WHAT TO DO ▸ Your reply should be a single number, the count of lines in the records that contain the string "edges".

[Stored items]
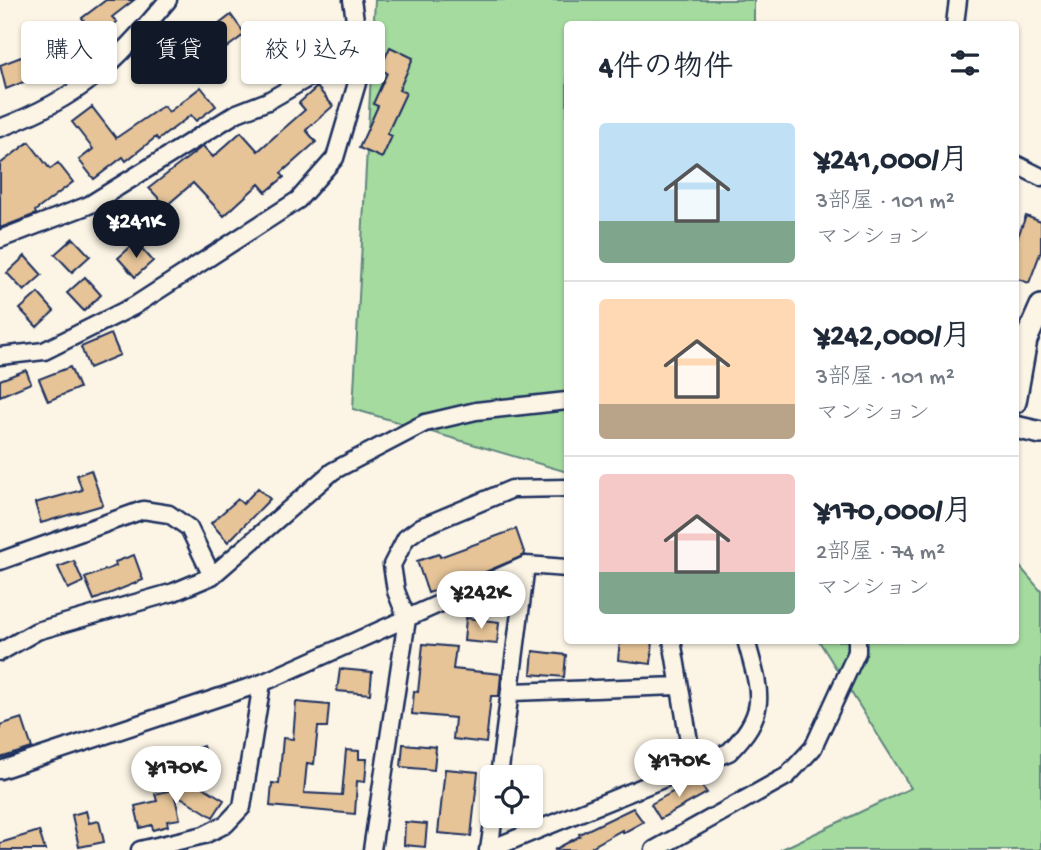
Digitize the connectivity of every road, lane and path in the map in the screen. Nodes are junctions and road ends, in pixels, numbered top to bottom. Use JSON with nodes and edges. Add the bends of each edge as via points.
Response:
{"nodes":[{"id":1,"x":168,"y":0,"type":"edge"},
{"id":2,"x":352,"y":0,"type":"edge"},
{"id":3,"x":958,"y":0,"type":"edge"},
{"id":4,"x":355,"y":21,"type":"edge"},
{"id":5,"x":955,"y":21,"type":"edge"},
{"id":6,"x":298,"y":84,"type":"edge"},
{"id":7,"x":357,"y":84,"type":"edge"},
{"id":8,"x":0,"y":128,"type":"edge"},
{"id":9,"x":1019,"y":166,"type":"edge"},
{"id":10,"x":1041,"y":177,"type":"edge"},
{"id":11,"x":0,"y":239,"type":"edge"},
{"id":12,"x":1041,"y":306,"type":"edge"},
{"id":13,"x":1034,"y":340,"type":"edge"},
{"id":14,"x":0,"y":356,"type":"edge"},
{"id":15,"x":1019,"y":389,"type":"edge"},
{"id":16,"x":564,"y":401,"type":"edge"},
{"id":17,"x":1019,"y":428,"type":"edge"},
{"id":18,"x":1041,"y":433,"type":"edge"},
{"id":19,"x":564,"y":488,"type":"edge"},
{"id":20,"x":0,"y":561,"type":"edge"},
{"id":21,"x":526,"y":565,"type":"junction"},
{"id":22,"x":564,"y":568,"type":"edge"},
{"id":23,"x":212,"y":576,"type":"junction"},
{"id":24,"x":407,"y":619,"type":"junction"},
{"id":25,"x":673,"y":644,"type":"edge"},
{"id":26,"x":747,"y":644,"type":"edge"},
{"id":27,"x":856,"y":644,"type":"edge"},
{"id":28,"x":0,"y":652,"type":"edge"},
{"id":29,"x":262,"y":683,"type":"junction"},
{"id":30,"x":678,"y":686,"type":"junction"},
{"id":31,"x":512,"y":692,"type":"junction"},
{"id":32,"x":501,"y":765,"type":"edge"},
{"id":33,"x":693,"y":765,"type":"junction"},
{"id":34,"x":0,"y":770,"type":"edge"},
{"id":35,"x":492,"y":828,"type":"edge"},
{"id":36,"x":140,"y":850,"type":"edge"},
{"id":37,"x":372,"y":850,"type":"edge"},
{"id":38,"x":488,"y":850,"type":"edge"},
{"id":39,"x":654,"y":850,"type":"edge"}],
"edges":[{"from":1,"to":8,"type":"street","via":[[89,84],[41,113]]},
{"from":2,"to":4,"type":"street"},
{"from":3,"to":5,"type":"street"},
{"from":6,"to":11,"type":"street","via":[[237,113],[89,205]]},
{"from":7,"to":14,"type":"street","via":[[335,158],[298,200],[134,306],[44,352]]},
{"from":9,"to":10,"type":"street"},
{"from":12,"to":13,"type":"street"},
{"from":13,"to":15,"type":"street"},
{"from":16,"to":23,"type":"street","via":[[476,411],[425,423],[384,442],[333,471]]},
{"from":17,"to":18,"type":"street"},
{"from":19,"to":24,"type":"street","via":[[512,489],[407,538],[392,565]]},
{"from":20,"to":23,"type":"street","via":[[143,510],[169,514],[189,528]]},
{"from":21,"to":22,"type":"street"},
{"from":21,"to":24,"type":"street"},
{"from":21,"to":31,"type":"street"},
{"from":23,"to":28,"type":"street","via":[[174,592],[37,631]]},
{"from":24,"to":29,"type":"street"},
{"from":24,"to":37,"type":"street"},
{"from":25,"to":30,"type":"street"},
{"from":26,"to":33,"type":"street","via":[[760,702],[750,731],[729,752]]},
{"from":27,"to":39,"type":"street","via":[[857,652],[813,748],[787,776]]},
{"from":29,"to":34,"type":"street"},
{"from":29,"to":36,"type":"street","via":[[242,807],[226,824],[204,835]]},
{"from":30,"to":31,"type":"street"},
{"from":30,"to":33,"type":"street"},
{"from":31,"to":32,"type":"street"},
{"from":33,"to":38,"type":"street"},
{"from":35,"to":38,"type":"street"}]}
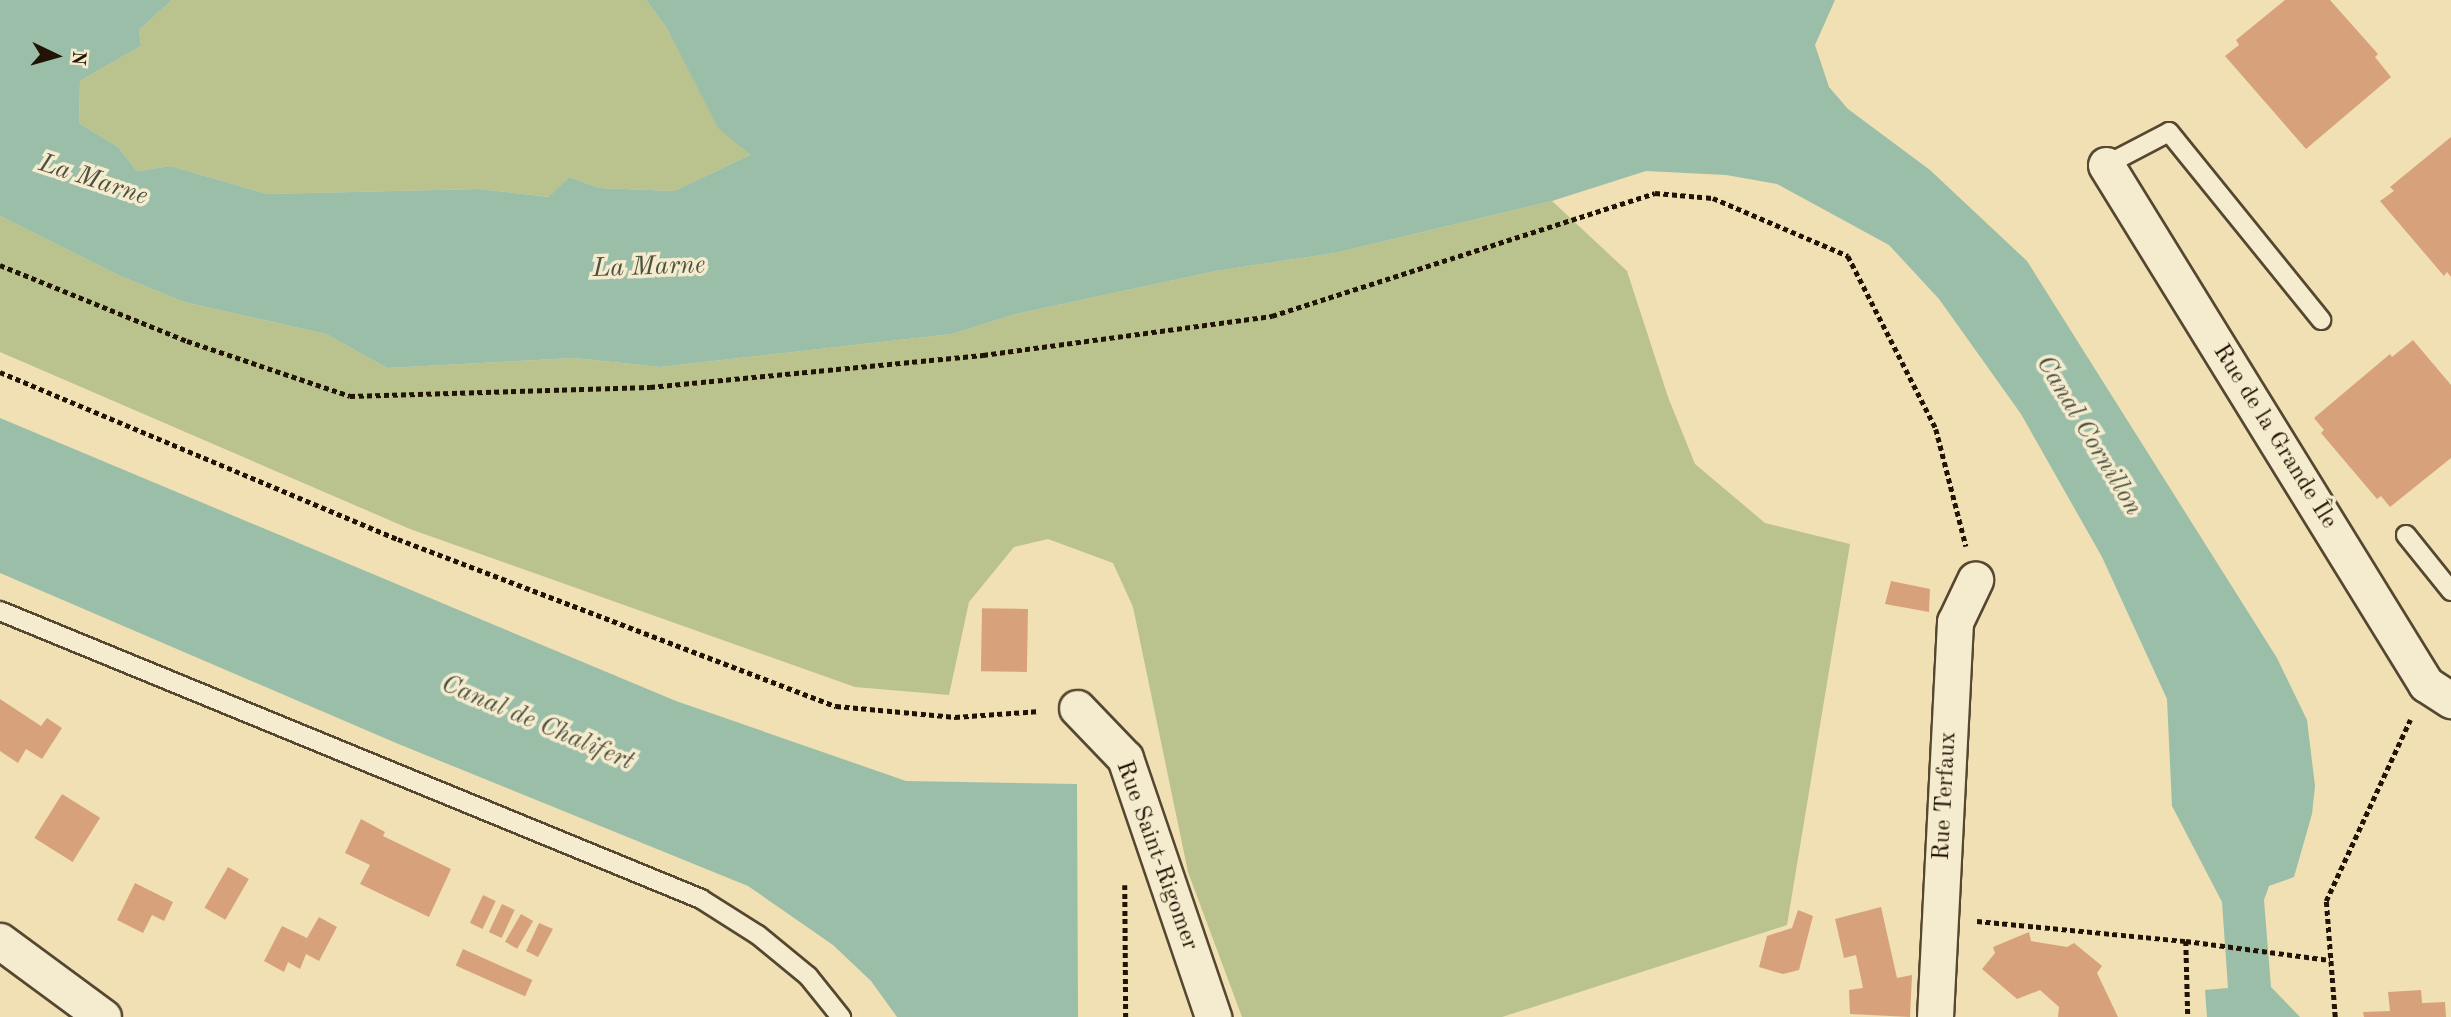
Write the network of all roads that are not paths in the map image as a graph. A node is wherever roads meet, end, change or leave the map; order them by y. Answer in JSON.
{"nodes":[{"id":1,"x":2106,"y":165,"type":"joint"},
{"id":2,"x":2321,"y":320,"type":"dead end"},
{"id":3,"x":2406,"y":535,"type":"dead end"},
{"id":4,"x":1975,"y":580,"type":"road end"},
{"id":5,"x":2451,"y":591,"type":"edge"},
{"id":6,"x":0,"y":611,"type":"edge"},
{"id":7,"x":2439,"y":692,"type":"edge"},
{"id":8,"x":1077,"y":708,"type":"road end"},
{"id":9,"x":0,"y":940,"type":"edge"},
{"id":10,"x":103,"y":1017,"type":"edge"},
{"id":11,"x":841,"y":1017,"type":"edge"},
{"id":12,"x":1213,"y":1017,"type":"edge"},
{"id":13,"x":1935,"y":1017,"type":"edge"}],
"edges":[{"from":1,"to":2,"type":"lane"},
{"from":1,"to":7,"type":"street","name":"Rue de la Grande Île"},
{"from":3,"to":5,"type":"lane"},
{"from":4,"to":13,"type":"street","name":"Rue Terfaux"},
{"from":6,"to":11,"type":"lane"},
{"from":8,"to":12,"type":"street","name":"Rue Saint-Rigomer"},
{"from":9,"to":10,"type":"street"}]}
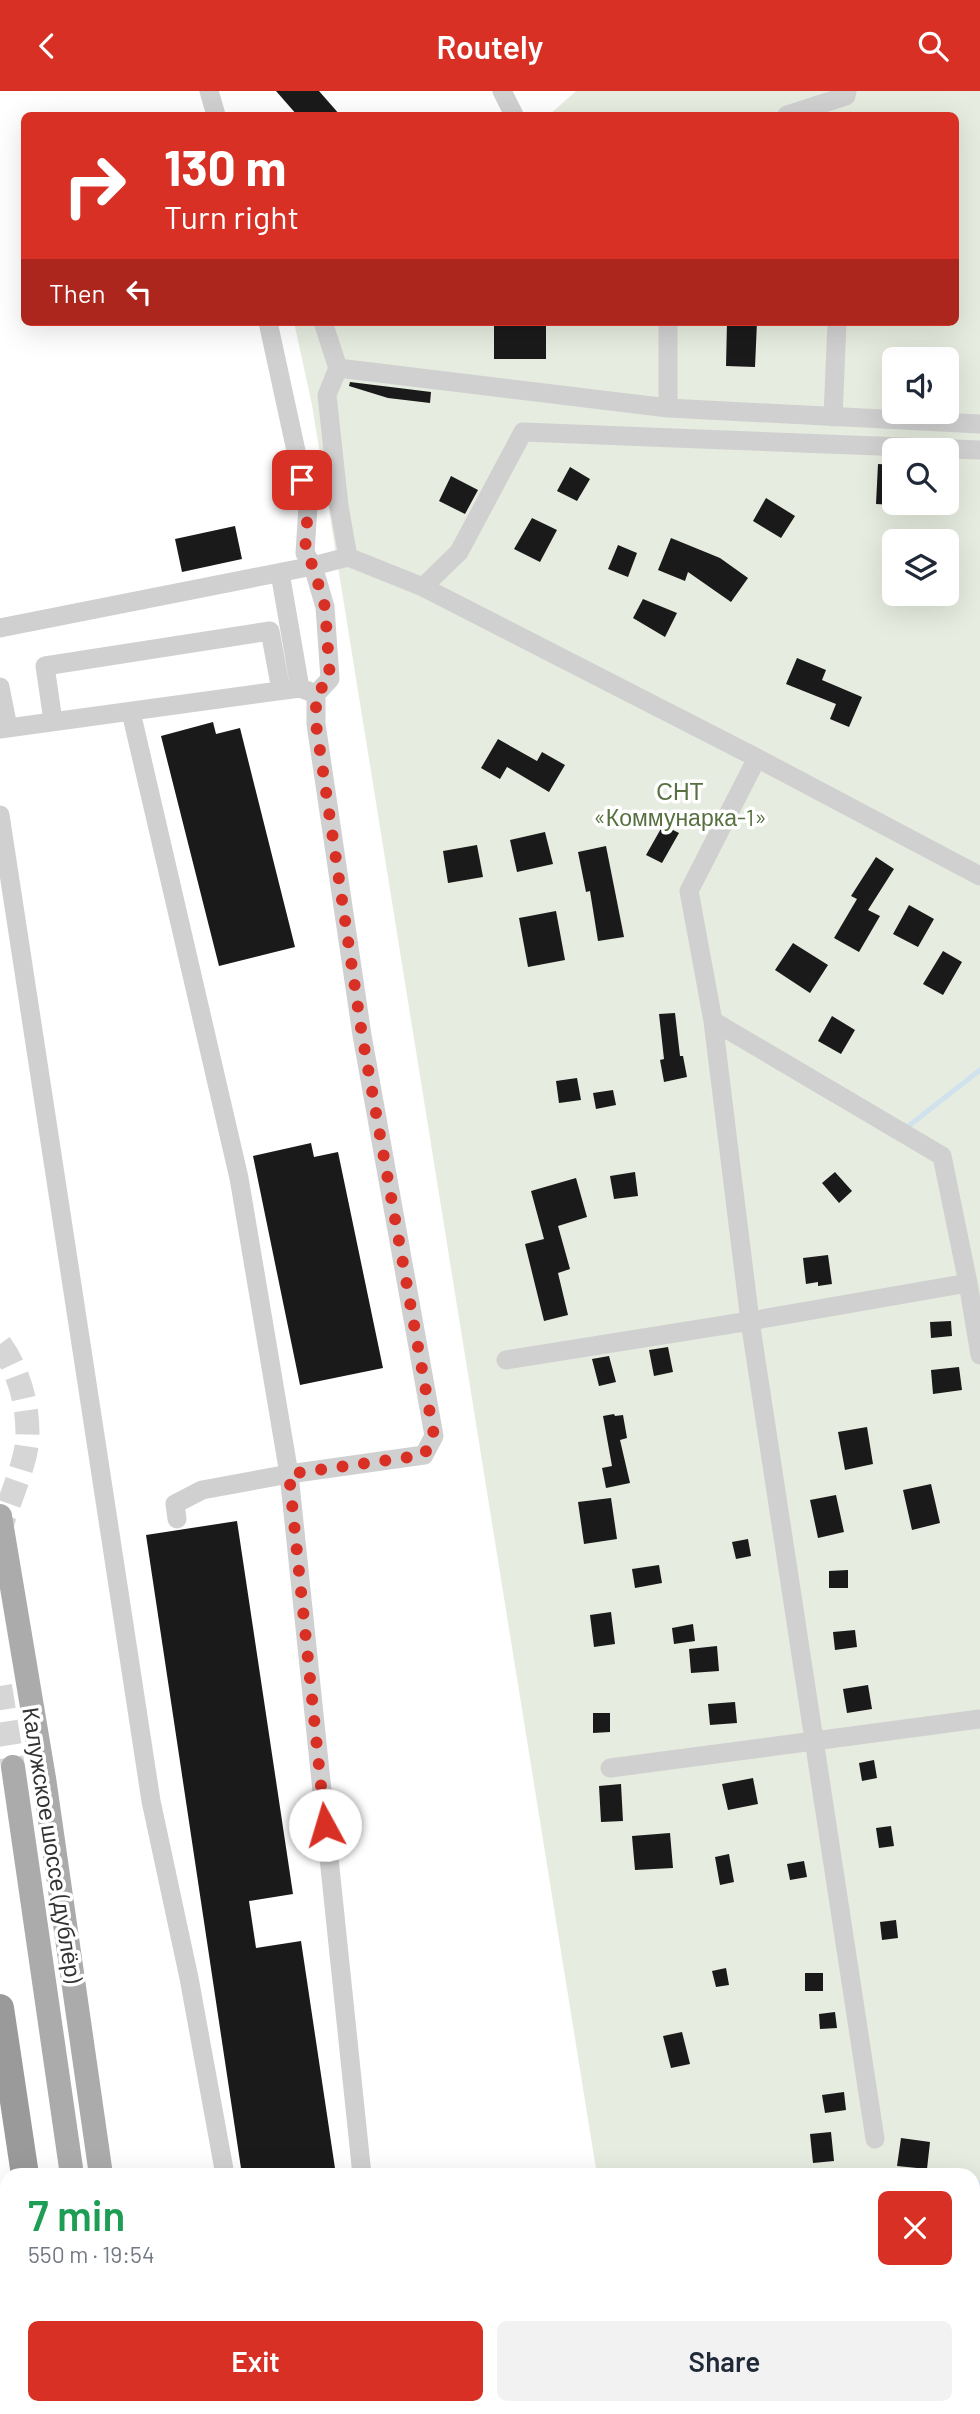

YOUR RESPONSE ▸ 3